*Requirement*
When the string "Косорукова" appears in a line of the records, show the whole line.

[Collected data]
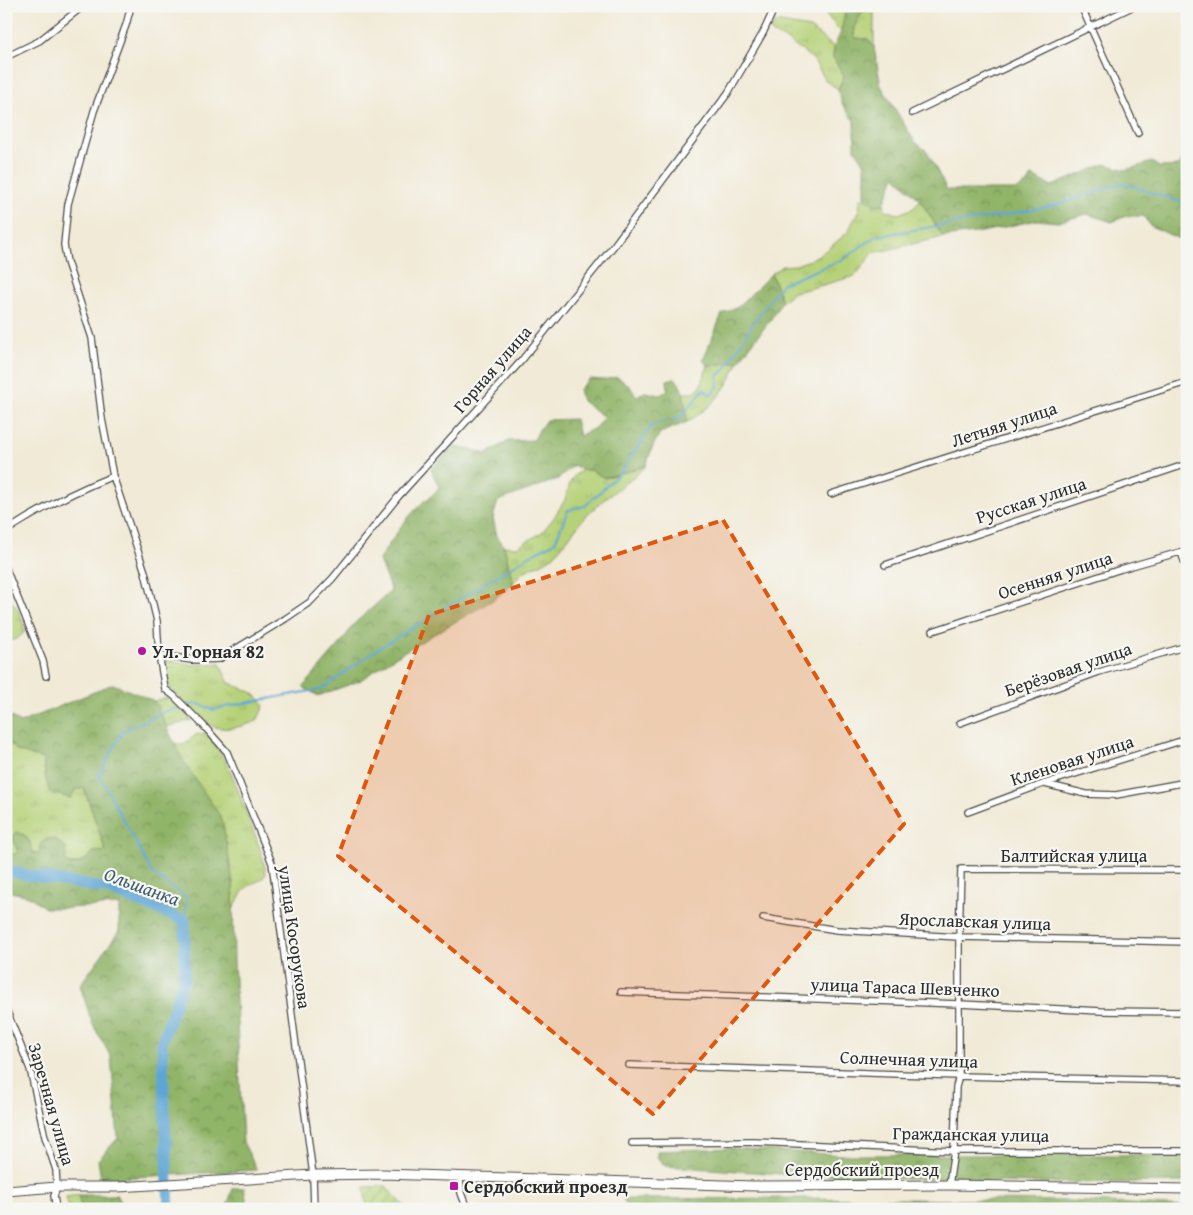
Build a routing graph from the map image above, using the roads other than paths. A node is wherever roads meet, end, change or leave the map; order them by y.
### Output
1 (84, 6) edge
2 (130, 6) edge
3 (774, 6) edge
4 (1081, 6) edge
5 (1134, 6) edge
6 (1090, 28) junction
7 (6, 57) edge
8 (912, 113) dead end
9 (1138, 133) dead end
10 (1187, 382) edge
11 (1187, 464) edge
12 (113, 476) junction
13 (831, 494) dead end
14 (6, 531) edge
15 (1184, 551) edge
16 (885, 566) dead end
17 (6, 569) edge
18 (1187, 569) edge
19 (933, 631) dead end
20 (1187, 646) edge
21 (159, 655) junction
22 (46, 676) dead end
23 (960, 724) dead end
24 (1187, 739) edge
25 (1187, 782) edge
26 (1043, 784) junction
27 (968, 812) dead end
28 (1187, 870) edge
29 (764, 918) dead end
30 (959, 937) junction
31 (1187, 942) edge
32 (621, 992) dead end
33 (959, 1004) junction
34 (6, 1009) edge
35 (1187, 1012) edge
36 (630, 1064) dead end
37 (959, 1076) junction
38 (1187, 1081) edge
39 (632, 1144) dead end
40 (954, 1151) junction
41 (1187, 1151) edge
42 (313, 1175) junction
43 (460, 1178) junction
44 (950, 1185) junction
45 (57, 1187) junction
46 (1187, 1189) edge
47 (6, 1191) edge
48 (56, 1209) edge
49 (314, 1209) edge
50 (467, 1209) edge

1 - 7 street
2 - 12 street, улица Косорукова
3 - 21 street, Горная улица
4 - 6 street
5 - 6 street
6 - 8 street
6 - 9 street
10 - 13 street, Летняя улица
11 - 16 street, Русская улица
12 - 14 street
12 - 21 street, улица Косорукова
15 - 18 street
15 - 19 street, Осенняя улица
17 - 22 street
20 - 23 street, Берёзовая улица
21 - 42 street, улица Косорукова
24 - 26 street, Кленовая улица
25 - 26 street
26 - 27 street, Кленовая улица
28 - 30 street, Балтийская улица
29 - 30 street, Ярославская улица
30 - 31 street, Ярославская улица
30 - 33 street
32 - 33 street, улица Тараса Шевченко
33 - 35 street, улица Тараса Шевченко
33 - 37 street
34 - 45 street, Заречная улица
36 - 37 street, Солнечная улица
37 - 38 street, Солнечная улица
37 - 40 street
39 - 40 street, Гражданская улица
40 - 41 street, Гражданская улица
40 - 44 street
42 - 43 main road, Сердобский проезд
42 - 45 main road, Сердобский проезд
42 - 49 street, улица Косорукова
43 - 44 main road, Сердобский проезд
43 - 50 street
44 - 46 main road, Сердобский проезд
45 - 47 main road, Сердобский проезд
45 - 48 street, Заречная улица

*Written solution*
2 - 12 street, улица Косорукова
12 - 21 street, улица Косорукова
21 - 42 street, улица Косорукова
42 - 49 street, улица Косорукова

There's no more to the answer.